Virtually none. Even on fairly ancient Android phones (Android 4.1+), which are the least likely to receive software updates, you can install Firefox and get a modern TLS stack and root store. Pretty much every desktop and laptop PC made in the last 10 years can run the latest version of Windows or Linux with the latest version of Firefox or Chrome. Sticking with software so obsolete it cannot interoperate with modern TLS is a choice and the people making that choice should be knowledgeable enough to understand the consequences of that choice (including the workarounds they can do to accommodate that obsolete software, e.g. proxy servers).
> Which doesn't require https-everywhere, only https on most/significant number of places.

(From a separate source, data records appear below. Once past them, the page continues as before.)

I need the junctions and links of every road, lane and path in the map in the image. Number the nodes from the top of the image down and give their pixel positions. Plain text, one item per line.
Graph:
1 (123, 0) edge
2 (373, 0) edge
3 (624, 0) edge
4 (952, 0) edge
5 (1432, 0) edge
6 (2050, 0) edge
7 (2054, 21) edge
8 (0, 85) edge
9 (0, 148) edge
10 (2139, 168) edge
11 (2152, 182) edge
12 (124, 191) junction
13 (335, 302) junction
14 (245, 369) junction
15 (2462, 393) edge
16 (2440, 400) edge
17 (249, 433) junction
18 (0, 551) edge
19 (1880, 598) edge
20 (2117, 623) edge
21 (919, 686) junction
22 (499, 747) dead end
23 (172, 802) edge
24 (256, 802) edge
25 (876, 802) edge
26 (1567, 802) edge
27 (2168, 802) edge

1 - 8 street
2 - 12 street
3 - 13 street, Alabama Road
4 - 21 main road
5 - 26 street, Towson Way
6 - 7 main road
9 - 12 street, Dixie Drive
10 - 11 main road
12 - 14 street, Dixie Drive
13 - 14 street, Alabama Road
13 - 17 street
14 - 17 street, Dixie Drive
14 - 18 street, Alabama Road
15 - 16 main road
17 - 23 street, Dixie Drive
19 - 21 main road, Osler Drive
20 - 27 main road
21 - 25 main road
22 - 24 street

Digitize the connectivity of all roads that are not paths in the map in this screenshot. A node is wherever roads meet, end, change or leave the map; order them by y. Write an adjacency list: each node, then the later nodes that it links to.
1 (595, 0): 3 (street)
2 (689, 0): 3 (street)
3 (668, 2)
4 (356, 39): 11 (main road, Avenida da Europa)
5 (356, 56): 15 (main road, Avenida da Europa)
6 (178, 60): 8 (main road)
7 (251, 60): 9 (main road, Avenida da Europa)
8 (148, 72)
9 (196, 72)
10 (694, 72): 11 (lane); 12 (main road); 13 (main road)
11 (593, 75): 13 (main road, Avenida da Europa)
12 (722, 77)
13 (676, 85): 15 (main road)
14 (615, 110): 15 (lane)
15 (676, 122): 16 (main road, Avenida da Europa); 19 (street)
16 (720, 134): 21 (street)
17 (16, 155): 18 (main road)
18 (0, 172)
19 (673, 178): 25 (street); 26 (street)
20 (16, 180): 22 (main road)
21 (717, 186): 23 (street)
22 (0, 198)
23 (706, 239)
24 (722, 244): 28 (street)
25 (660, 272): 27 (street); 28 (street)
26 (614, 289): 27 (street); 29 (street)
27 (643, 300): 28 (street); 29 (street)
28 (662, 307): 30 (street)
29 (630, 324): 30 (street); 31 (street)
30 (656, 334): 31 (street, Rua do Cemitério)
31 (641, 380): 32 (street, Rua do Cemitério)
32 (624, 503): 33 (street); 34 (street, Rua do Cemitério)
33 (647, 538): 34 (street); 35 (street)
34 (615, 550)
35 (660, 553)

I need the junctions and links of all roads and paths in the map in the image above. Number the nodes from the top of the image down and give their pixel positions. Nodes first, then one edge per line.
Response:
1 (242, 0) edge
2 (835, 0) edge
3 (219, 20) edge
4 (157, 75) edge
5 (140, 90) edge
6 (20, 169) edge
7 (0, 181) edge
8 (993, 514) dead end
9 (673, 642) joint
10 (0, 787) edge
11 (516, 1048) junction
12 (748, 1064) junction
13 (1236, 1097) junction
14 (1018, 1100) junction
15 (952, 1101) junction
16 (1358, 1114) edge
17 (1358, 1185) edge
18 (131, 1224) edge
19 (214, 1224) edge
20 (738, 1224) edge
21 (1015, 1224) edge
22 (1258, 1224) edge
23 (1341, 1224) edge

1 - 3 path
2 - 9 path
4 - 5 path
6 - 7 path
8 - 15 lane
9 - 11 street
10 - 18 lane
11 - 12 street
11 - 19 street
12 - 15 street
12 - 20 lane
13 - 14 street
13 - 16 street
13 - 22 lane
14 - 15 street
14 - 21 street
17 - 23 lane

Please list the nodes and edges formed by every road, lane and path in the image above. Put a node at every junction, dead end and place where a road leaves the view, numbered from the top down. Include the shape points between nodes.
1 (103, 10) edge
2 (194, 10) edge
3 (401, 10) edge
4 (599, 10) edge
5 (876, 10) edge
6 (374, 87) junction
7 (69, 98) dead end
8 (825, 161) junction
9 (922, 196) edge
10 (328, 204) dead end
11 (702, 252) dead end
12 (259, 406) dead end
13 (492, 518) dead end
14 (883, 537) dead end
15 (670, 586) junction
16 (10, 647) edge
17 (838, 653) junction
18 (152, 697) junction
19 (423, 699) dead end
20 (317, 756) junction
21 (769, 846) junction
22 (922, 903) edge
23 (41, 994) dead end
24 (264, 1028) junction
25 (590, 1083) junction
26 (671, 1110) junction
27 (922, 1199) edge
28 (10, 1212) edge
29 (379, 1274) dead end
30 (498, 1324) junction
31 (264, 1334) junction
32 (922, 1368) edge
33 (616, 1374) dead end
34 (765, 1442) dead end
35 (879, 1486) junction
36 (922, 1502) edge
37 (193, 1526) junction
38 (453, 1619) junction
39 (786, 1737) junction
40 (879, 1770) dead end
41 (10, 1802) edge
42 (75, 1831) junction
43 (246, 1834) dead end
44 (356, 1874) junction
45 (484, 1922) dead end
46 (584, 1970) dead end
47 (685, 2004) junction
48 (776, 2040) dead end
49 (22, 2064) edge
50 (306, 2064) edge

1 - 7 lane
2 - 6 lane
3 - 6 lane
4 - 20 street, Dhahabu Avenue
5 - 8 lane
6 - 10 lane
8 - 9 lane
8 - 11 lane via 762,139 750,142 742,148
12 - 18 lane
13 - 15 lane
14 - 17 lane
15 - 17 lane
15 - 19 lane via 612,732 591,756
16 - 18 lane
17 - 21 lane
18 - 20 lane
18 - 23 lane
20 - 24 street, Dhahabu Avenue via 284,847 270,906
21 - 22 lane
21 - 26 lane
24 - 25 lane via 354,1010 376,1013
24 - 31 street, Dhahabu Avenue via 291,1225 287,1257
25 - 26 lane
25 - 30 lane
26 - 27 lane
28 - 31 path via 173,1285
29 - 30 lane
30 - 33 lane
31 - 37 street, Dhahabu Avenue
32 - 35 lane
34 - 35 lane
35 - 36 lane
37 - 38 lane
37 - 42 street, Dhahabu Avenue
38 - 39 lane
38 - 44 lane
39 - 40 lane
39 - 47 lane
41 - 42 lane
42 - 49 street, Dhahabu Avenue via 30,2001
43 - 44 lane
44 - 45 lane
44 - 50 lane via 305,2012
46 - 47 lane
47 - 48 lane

If you do not use HTTPS on your site then the cost of surveilling your site is 0 regardless of whether other sites use HTTPS.
> And you're fine with that at a technical level, since https doesn't prevent it.
Yes, I am fine with that because it means that I got exactly what you intended me to receive and I can be confident in ascribing that decision to you and to judge you by that. My point about ad injection was just to show a real-world scenario where an ISP or other middle network has tampered with the data being delivered. You say you are a leftist, what about if someone inject "alt-right" talking points into your blog? What if someone swapped your contact information for a spoofed version so they can intercept e-mails and other private communication intended for you? What if someone replaced code on your site with malware? What if someone injected a script into your site to DDoS Github[2]? These are all things that are possible with unencrypted and unauthenticated connections (i.e. plain HTTP). If you can't generalize from the examples I'm giving you then I ask you to engage your imagination more vigorously.
[1] The "almost" qualification is primarily to account for intentional MITM appliances used by whoever is running your network (which would require them to install their own MITM certificate on your client) or malware running on your client, as well as much more rare scenarios like mis-issued certificates or state actor intervention.
It's taken a while because of work, and trying to research things took time.
I weep for the loss of information. I went to postings of mine from 10+ years ago, to see what would happens in an https-only. Very few of my external links still point to valid resources.
https-only increases link-rot. Of my remaining valid links, many are to non-https sites, because the field I'm in is so specialized and not monetized, so things hang on only because they don't need maintenance. Enforce https-only and they are effectively gone. Here's one - http://www.umass.edu/molvis/francoeur/levinthal/Levinthaltex... . No copies appear anywhere else on a DDG search, though it is in archive.org so not quite perma-death.
Here's a 15 year old code base still going strong http://weblogo.berkeley.edu/ (there's also a v3, also with http).
> If you do not understand any of the steps in my argument, please point them out.
You are correct that I know little about https. Here's the scenario I don't understand, which your explanation doesn't cover:
If I connect to https://MrRadar.server/some/url then at this point my browser knows nothing about it. The MITM server uses a self-signed certificate which expires in one second. My browser will accept it, right? And connect? So the MITM server knows what URL I've tried to connect to?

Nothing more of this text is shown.